THE Iran-contra scandal developed out of the Reagan administration's mistrust of the Congress to carry out its obligations under the Constitution. It would be a pity for the President to circumvent the fair functioning of the third branch of government, the judicial, by pardoning Rear Adm. John Poindexter and Lt. Col. Oliver North before the investigation of special prosecutor Lawrence Walsh and the findings of a grand jury have been allowed to run their course. The political argument in favor of a quick pardon at Thanksgiving time is that any expected public outcry would be overtaken by attention to the President's summit meeting with Mikhail Gorbachev. He could say he was acting compassionately, that ``a pardon is not necessarily a recognition that any criminal conduct has occurred,'' as former national-security aide William Clark has counseled, and that the main Iran-contra story is already known.

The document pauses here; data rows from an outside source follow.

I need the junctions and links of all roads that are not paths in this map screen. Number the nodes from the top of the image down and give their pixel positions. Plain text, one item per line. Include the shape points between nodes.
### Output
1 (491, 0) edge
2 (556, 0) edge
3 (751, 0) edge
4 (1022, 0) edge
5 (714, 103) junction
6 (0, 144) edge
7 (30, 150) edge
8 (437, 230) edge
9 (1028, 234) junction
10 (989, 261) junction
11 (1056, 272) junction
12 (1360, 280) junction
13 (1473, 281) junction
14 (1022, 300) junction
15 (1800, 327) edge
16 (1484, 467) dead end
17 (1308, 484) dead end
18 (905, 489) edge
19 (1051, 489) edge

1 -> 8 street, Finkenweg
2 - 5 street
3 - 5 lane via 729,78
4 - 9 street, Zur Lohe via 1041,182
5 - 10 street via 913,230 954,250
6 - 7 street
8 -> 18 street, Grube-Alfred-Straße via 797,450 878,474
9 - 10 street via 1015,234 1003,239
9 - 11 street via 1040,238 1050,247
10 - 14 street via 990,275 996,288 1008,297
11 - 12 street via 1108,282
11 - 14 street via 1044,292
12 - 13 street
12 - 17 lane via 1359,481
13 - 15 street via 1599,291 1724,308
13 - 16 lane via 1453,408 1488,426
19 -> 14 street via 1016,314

A parallel with the Watergate pardon of Richard Nixon would be inexact. Mr. Nixon was facing impeachment and prosecution; Mr. Reagan is not. Nixon's top aides - many of them amiably reunited this past weekend at a special review of the Nixon presidency at Hofstra University - took the full brunt of the ordeal. It must be noted that these former aides have survived and begun new careers that are in many ways remarkable - in real estate, fiction writing, religion. The Haldemans, Ehrlichmans, Colsons have proved there is life after Watergate.
If Colonel North and Admiral Poindexter, why not also arms merchants Richard Secord and Albert Hakim? Where would the pardoning end? All these men made decisions that may or may not have been criminal. Implicit or explicit presidential authority may or may not be an excuse.
Justice is no calamity. Justice implies a full finding of facts and charges so there can be a squaring of accounts.